• _Prompt_:
Where in the material does the word "nodes" appear? Copy each line that has it.
********
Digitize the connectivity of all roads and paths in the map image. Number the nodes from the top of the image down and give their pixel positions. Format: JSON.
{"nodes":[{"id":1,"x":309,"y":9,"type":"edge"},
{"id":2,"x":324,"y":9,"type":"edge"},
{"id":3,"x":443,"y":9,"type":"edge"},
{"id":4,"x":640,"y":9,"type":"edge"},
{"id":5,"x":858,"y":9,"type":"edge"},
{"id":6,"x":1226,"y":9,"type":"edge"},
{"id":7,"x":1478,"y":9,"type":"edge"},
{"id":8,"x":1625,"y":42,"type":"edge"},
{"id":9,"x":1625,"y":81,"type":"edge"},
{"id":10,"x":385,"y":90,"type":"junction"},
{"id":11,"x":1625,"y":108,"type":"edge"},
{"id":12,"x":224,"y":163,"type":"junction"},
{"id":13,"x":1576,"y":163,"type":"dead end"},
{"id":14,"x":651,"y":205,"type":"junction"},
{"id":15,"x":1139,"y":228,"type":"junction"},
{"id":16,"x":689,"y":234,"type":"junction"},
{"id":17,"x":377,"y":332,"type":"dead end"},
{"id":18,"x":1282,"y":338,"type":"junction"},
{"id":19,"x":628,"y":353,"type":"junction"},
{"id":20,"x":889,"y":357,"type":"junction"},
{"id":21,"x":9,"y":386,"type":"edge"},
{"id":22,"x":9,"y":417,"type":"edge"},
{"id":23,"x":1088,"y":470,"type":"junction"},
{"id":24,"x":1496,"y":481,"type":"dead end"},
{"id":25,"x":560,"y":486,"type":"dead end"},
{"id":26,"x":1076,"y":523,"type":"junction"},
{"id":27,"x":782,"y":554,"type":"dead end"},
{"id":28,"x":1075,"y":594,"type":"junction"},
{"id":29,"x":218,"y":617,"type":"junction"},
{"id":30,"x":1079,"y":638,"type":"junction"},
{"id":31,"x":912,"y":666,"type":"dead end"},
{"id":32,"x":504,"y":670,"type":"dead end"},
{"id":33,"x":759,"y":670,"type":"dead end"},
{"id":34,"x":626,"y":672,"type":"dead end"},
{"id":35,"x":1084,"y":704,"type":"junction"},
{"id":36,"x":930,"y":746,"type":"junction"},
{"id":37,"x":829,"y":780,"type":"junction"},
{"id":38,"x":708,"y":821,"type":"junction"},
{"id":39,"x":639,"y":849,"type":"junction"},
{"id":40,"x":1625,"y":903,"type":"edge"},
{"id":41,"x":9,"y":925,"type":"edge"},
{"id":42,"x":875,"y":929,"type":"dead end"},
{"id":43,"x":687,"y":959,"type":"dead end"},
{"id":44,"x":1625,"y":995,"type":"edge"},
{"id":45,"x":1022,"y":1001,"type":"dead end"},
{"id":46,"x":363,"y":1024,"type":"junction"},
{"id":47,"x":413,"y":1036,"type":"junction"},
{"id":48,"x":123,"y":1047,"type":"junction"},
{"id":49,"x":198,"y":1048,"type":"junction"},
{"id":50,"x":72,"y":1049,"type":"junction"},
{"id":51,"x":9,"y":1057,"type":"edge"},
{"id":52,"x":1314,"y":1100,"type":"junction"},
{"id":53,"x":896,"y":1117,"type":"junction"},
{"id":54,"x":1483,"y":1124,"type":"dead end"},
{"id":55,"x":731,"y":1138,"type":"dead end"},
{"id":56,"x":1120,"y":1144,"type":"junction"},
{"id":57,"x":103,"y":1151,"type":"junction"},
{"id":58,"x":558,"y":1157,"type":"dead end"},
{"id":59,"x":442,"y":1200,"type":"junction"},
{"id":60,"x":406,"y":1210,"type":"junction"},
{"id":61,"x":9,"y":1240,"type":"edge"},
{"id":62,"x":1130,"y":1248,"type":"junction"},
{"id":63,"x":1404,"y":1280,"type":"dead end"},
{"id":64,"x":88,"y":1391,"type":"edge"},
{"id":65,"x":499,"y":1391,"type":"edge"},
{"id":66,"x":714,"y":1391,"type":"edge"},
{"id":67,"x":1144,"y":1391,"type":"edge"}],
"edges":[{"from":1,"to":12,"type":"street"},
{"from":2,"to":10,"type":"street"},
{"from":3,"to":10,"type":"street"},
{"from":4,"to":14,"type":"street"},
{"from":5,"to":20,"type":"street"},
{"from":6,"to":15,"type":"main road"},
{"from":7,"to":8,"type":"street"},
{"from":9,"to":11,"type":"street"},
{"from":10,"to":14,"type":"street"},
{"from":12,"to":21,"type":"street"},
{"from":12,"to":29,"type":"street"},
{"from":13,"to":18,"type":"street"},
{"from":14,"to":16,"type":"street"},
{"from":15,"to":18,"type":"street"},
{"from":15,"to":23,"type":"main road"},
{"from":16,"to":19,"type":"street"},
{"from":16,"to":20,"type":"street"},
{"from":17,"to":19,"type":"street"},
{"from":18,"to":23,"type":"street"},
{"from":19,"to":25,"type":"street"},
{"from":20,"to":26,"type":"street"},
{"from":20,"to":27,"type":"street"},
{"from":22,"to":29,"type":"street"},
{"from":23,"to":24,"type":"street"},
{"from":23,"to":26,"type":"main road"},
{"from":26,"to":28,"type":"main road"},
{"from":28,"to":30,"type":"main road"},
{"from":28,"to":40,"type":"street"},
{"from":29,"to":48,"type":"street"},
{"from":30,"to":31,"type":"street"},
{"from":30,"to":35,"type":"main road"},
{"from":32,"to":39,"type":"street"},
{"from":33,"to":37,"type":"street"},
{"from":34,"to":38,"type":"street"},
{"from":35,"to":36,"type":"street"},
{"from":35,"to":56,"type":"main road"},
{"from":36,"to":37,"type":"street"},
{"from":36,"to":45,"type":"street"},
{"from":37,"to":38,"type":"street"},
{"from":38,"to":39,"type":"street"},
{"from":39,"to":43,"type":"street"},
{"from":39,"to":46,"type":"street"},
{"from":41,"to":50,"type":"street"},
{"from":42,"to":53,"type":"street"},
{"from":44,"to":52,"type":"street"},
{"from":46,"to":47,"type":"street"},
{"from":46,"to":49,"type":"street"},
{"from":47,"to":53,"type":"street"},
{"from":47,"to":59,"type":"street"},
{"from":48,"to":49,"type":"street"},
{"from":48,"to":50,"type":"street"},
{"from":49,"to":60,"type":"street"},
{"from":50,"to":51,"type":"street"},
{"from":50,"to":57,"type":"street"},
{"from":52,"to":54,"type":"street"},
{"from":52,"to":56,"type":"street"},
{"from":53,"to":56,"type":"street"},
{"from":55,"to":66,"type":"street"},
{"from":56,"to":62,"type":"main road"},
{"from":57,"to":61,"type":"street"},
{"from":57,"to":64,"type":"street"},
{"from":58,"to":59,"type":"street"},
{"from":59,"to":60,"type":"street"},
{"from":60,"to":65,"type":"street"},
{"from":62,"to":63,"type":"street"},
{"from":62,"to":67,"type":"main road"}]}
********
• _Your response_:
Digitize the connectivity of all roads and paths in the map image. Number the nodes from the top of the image down and give their pixel positions. Format: JSON.
{"nodes":[{"id":1,"x":309,"y":9,"type":"edge"},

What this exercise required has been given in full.